Take a SGX enabled, build Graphene and run any of the above workloads.

Expected results

Workloads should PASS.

Actual results

dimakuv commented 3 years ago

@jinengandhi-intel Could you attach a redis-server.manifest.sgx final manifest file? I wonder what is so special about RHEL/CentOS.

I assume that the difference is in how this final manifest file is generated on Ubuntu vs on RHEL/CentOS.

dimakuv commented 3 years ago

@jinengandhi-intel Also could you attach redis-server.manifest.sgx file in Ubuntu (where it doesn't fail)?

I want to look at two versions of this redis-server.manifest.sgx file: one in Ubuntu, one in RHEL. Comparing them side by side, we may spot the difference, which will be the root cause of this failure.
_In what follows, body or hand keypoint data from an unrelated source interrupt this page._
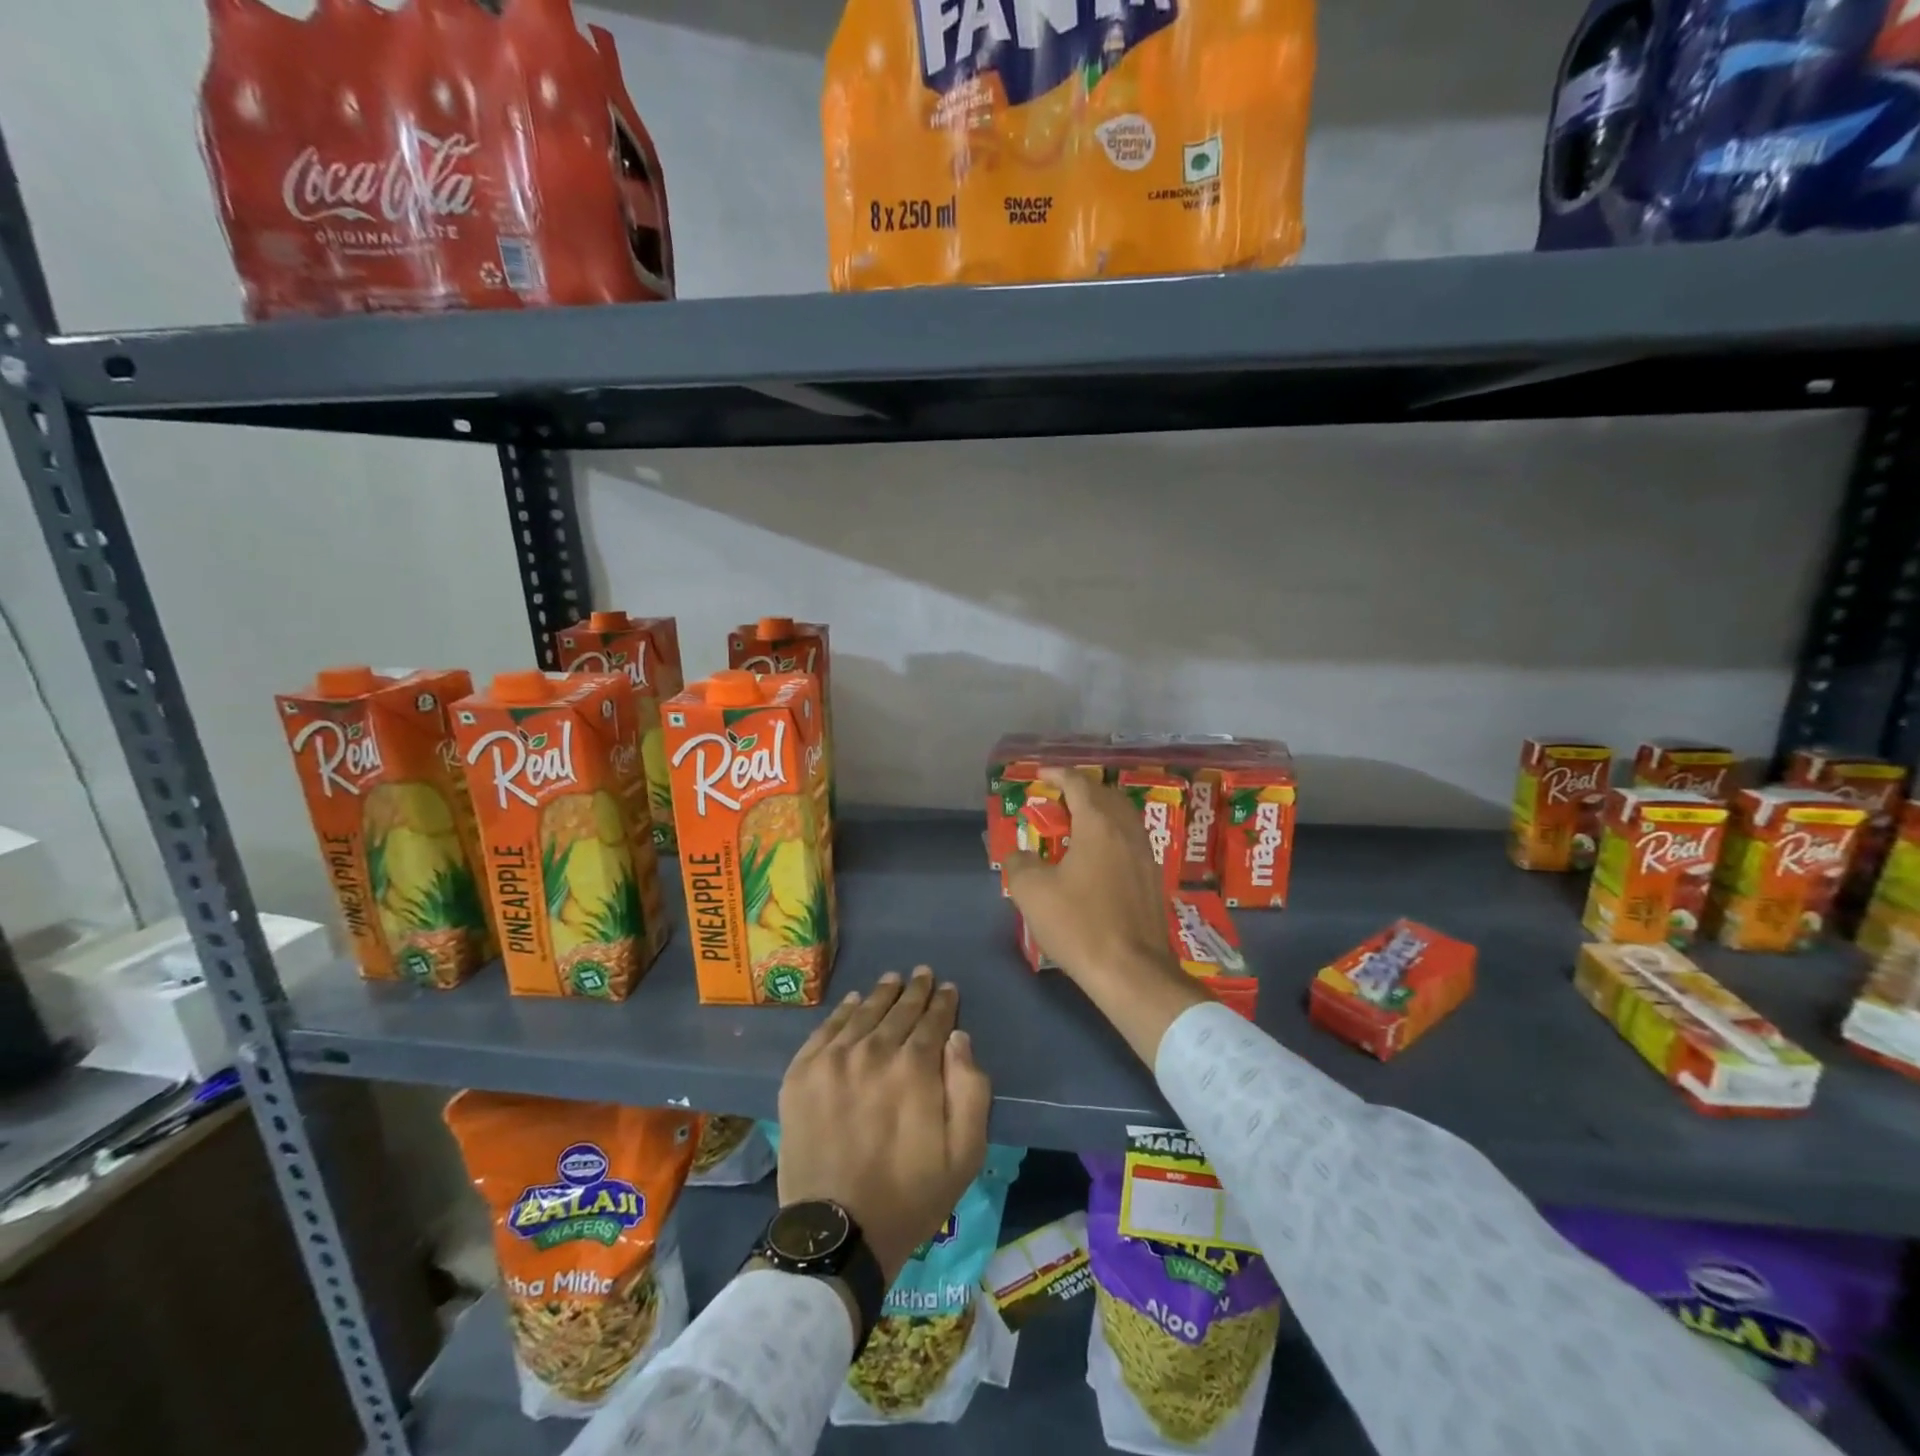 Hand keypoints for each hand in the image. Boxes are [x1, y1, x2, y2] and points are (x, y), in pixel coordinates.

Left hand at [776, 968, 990, 1283]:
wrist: (836, 1232)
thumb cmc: (910, 1196)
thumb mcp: (964, 1153)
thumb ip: (971, 1089)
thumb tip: (958, 1038)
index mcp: (914, 1068)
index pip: (933, 1020)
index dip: (943, 1002)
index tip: (948, 988)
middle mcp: (873, 1051)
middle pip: (899, 1010)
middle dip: (915, 990)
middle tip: (922, 973)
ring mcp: (833, 1060)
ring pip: (863, 1013)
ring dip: (881, 994)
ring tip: (893, 979)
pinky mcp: (801, 1074)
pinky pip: (826, 1029)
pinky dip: (843, 1011)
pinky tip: (853, 1001)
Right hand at [1003, 768, 1208, 1065]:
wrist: (1131, 971)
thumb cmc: (1079, 924)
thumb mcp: (1032, 892)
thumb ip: (1020, 863)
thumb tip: (1019, 855)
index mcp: (1098, 825)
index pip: (1078, 785)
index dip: (1058, 775)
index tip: (1040, 775)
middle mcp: (1127, 831)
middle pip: (1106, 795)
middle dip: (1081, 790)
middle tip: (1057, 798)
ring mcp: (1145, 855)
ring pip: (1123, 816)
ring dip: (1100, 810)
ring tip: (1077, 822)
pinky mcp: (1153, 879)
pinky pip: (1131, 839)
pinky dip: (1112, 833)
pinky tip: (1099, 854)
jinengandhi-intel commented 3 years ago

Manifest SGX file for Ubuntu are attached here. For RHEL, I am awaiting the manifest files from my colleague R.manifest.sgx.txt

curl.manifest.sgx.txt

aniket-intelx commented 3 years ago

Please find the manifest.sgx files for RHEL attached. curl.manifest.sgx.txt R.manifest.sgx.txt redis-server.manifest.sgx.txt

dimakuv commented 3 years ago

RHEL manifest files are ~10MB in size... This feels like way too much for the initial 64MB pre-allocated by Graphene.

@aniket-intelx @jinengandhi-intel Can any of you run the failing workload (e.g., redis-server) on RHEL under GDB and find the exact place where the out of PAL memory error happens? I would assume that it happens here: https://github.com/oscarlab/graphene/blob/33a68bc4302891e8c591570942bc39394acefd23/Pal/src/host/Linux-SGX/db_main.c#L683

anjalirai-intel commented 3 years ago

@dimakuv Before the mentioned commit the RHEL manifest files for curl is ~16MB in size and it did worked.

@aniket-intelx will be sharing the rest of the details soon

dimakuv commented 3 years ago

We debugged and the problem is in Graphene's pre-allocated internal PAL memory pool of 64MB.

We fail on toml_parse(): https://github.com/gramineproject/graphene/blob/33a68bc4302891e8c591570942bc39394acefd23/Pal/src/host/Linux-SGX/db_main.c#L683

But we read loader.pal_internal_mem_size (which increases the internal PAL memory) only after parsing: https://github.com/gramineproject/graphene/blob/33a68bc4302891e8c591570942bc39394acefd23/Pal/src/host/Linux-SGX/db_main.c#L703

So we get a chicken-and-egg problem.

Easy solution: if we detect that the manifest size is greater than some threshold (I recommend 1MB), then we immediately increase internal PAL memory by additional 64MB.